Le texte fusionné du Sénat doit ensuite être réconcilié avec la version adoptée par la Chambre avant qu’un projet de loi final puisse être soumis à la signature du président. Fin juillet 2026, aucune de ces étapes ne dispose d’une date fixée.
Le cadre maintenait la répartition des compétences entre la CFTC et la SEC, désignant les actifs numériques comme des matières premières sous la tutelle de la CFTC et certains actifs accessoires sous celle de la SEC. Parallèlement, il durcissait les critères du test de maturité déterminant quels actifs sont soumis à la surveillance de la SEC.
La question de la conservation reste également contestée : le texte limite l’éligibilité des dépositaires, exigeant un enregistrement auprès de la SEC ou de la CFTC dans la plupart des cas. Les négociateurs n’ont pas encore finalisé la fenêtre de transition de 18 à 24 mois pour les exigences de garde et de reporting.

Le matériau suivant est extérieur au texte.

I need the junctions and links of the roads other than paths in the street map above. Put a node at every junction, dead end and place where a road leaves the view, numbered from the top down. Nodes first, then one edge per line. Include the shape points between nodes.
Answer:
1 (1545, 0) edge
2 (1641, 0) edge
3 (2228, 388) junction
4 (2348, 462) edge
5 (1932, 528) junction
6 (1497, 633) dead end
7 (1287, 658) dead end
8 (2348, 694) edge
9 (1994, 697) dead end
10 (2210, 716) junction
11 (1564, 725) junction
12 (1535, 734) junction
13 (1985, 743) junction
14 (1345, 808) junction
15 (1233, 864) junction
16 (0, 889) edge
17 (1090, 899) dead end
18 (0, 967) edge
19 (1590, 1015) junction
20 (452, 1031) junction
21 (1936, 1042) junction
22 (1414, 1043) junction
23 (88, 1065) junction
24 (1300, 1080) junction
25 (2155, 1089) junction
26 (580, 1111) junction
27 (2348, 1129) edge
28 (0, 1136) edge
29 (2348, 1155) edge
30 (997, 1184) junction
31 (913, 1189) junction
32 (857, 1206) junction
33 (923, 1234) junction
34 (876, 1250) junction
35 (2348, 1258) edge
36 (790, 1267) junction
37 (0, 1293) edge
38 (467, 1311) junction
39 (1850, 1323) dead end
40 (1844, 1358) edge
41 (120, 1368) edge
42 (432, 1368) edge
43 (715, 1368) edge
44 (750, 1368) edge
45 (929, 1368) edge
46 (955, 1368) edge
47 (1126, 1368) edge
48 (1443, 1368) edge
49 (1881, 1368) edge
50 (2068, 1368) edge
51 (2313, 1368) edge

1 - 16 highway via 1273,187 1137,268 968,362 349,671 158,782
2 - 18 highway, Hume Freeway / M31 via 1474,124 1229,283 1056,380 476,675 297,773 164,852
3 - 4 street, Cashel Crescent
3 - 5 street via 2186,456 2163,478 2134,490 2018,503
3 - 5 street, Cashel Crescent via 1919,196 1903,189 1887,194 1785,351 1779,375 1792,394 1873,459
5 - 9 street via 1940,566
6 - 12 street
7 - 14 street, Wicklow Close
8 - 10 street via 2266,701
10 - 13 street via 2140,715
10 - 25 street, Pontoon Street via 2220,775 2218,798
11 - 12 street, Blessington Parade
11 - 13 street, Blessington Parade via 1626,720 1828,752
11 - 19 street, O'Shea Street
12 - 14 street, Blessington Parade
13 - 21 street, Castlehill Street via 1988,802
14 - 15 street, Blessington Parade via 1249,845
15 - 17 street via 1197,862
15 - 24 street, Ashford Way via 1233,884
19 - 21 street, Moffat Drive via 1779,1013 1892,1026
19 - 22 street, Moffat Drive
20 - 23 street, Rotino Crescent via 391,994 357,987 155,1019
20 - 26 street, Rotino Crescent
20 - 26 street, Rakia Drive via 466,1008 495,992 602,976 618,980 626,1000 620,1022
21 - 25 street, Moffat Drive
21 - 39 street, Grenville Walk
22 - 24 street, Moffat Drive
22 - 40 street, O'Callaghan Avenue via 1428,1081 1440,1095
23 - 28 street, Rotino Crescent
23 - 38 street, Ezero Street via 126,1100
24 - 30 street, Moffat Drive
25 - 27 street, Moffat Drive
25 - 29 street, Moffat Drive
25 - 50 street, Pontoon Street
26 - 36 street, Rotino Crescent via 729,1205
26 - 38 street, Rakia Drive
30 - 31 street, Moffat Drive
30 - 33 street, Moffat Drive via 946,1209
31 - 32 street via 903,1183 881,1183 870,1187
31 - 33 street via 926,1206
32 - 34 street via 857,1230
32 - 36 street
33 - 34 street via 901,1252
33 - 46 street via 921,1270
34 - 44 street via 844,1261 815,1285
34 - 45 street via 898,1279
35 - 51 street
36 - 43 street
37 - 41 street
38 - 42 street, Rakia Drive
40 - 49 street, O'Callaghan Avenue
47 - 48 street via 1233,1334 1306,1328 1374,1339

L’analyse de Galaxy Research sur le report de la loi CLARITY
Les équipes de recherche de Galaxy Research, Beacon Policy Advisors et Stifel indiquent toutes que la fenêtre d’avant-août constituait la dernière chance réaliste pour une adoption en 2026. Une fois le Sénat en congé, la dynamique de la campagne des élections de mi-mandat devrait rendre le véhicule législatif actuel caduc pour le reste de cette législature.
Le retrait de la clause d’application par les procureurs généraux suggère que la Maison Blanche privilégie le maintien de l’autorité de l’exécutif sur le Département de la Justice, quitte à perdre des co-sponsors démocrates. Si cette analyse est correcte, un vote en séance avant la pause est non seulement complexe logistiquement, mais hautement improbable.
Pour les acteurs du marché, ce report prolonge l’incertitude juridique concernant les plateformes d’échange, les dépositaires et la finance décentralisée (DeFi), qui espéraient une clarification avant la fin de l’année. Les progrès antérieurs de la loi Clarity avaient été directement corrélés aux mouvements de prix du Bitcoin.
Cela souligne à quel point le sort du projet de loi est lié aux attentes sur la structure du marché à court terme. Si la session se clôture sans vote, l’attention se portera sur les actions administratives de la SEC et de la CFTC, ainsi que sur l’élaboration d’un nouveau texte lors du 120e Congrès.